The latest market stability has been commended by business leaders and economic analysts who attribute this to the effectiveness of corrective policy measures by the Government.

These include the tightening of money supply and lending rates, introduction of gold coins, enhanced formal foreign exchange auction system, adoption of value for money system for Government contractors and supplier, among others, which have been credited for restoring market discipline by limiting rate pass-through effects on inflation.

Following a recent Monetary Policy Committee (MPC) meeting, Dr Mangudya said the Apex Bank was impressed with the positive outcomes.

"The MPC expressed satisfaction with the positive impact of the recent policy measures, which have resulted in the significant fall of month-on-month inflation from 12.4 percent in August 2022 to 3.47 percent in September 2022," he said in an outcome statement issued Tuesday.

"The decline in month-on-month inflation has in turn resulted in the decline in annual inflation to 280.4 percent in September 2022, down from 285.1 percent in August 2022."

On the exchange rates, Dr Mangudya said the committee expressed satisfaction with the progress registered on the convergence of the parallel market and willing-buyer willing-seller foreign exchange rates.

"The foreign exchange rate premium has significantly declined from an elevated level of 140 percent in May 2022 to current levels of between five percent and 15 percent, which is consistent with regional and international norms," said Dr Mangudya.

"This positive development on the exchange rate front is envisaged to go a long way in eliminating arbitrage opportunities, which were fueling forward pricing models and hence fomenting adverse inflation and exchange rate expectations."

The committee had projected annual inflation to start tapering in this month, having earlier reached its plateau in August. Economic observers have hailed the recent stability in prices of basic goods and services, which have seen some commodities such as fuel and cooking oil continuing to fall following adoption of corrective measures by the Government and the central bank.

Dr Mangudya said the committee is committed to ensuring that the current disinflation trend is sustained, in both the short and long-term, through the maintenance of the tight monetary policy stance.

He said the committee expressed confidence that the prevailing favourable external sector environment, as reflected by robust performance in foreign currency receipts, will provide further impetus to the achievements relating to the exchange rate and price stability.

"Foreign currency receipts stood at US$7.7 billion as at 31 August 2022, representing a 32.4 percent increase from US$5.8 billion recorded during the same period in 2021.

"The foreign currency receipts compare favourably with the corresponding foreign payments which amounted to US$5.1 billion as at 31 August 2022, translating into a surplus foreign exchange position with attendant positive implications for external sector stability," said Dr Mangudya.

To that end, the committee resolved to maintain the bank policy rate and medium-term lending rate at current levels of 200 percent and 100 percent, respectively.

The rate would be maintained until durable stability, measured by a sustained decline in month-on-month inflation to desired levels of less than five percent is attained.

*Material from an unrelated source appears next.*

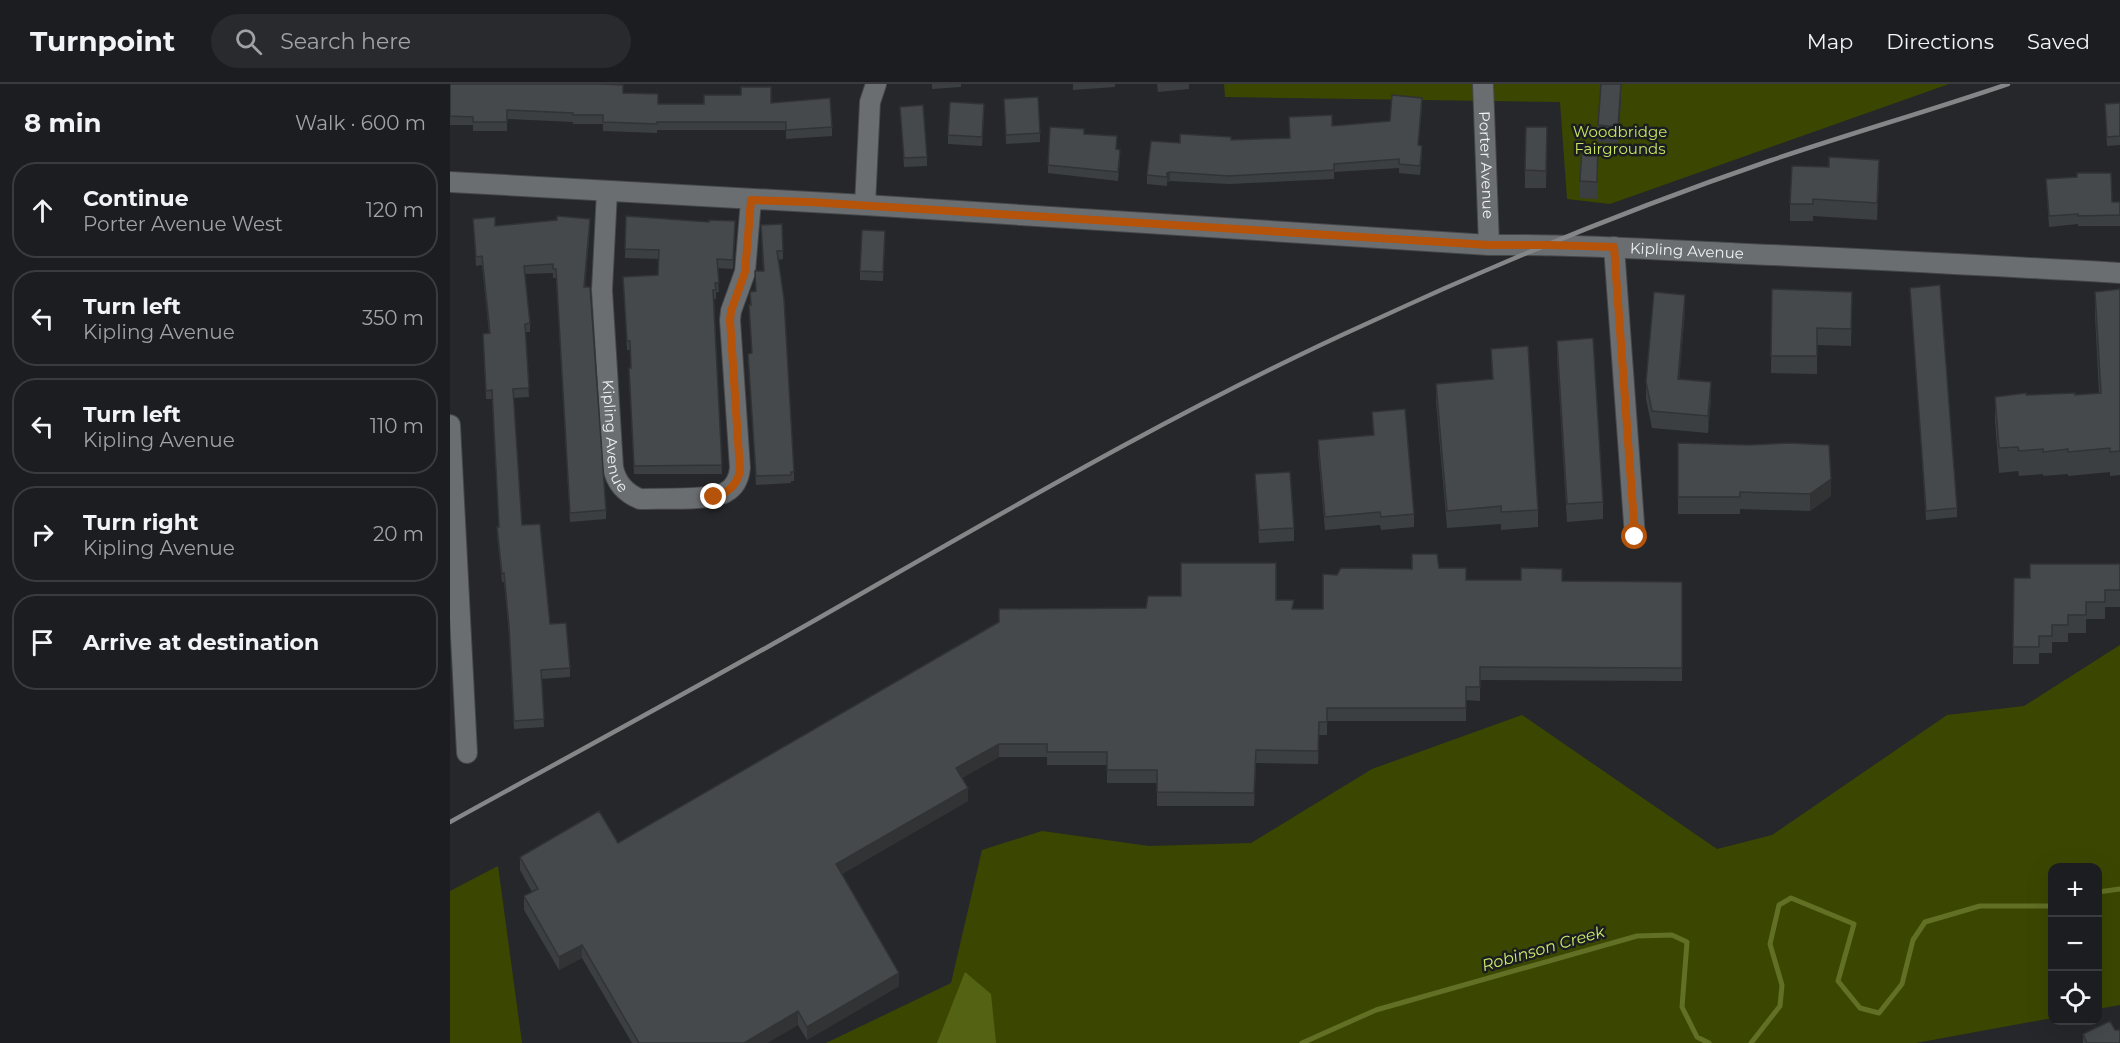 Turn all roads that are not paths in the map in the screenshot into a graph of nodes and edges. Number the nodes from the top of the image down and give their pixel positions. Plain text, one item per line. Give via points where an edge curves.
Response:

The committee also resolved to further liberalise the foreign exchange market by increasing the maximum amount that entities can purchase from banks for bona fide foreign payments under the willing-buyer willing-seller system from the current level of US$20 000 to US$100 000 per week per entity.

In June, RBZ increased interest rate for loans to 200 percent per annum from 80 percent citing the need to align these with prevailing inflationary developments among other latest measures meant to tame exchange rate distortions and price volatility.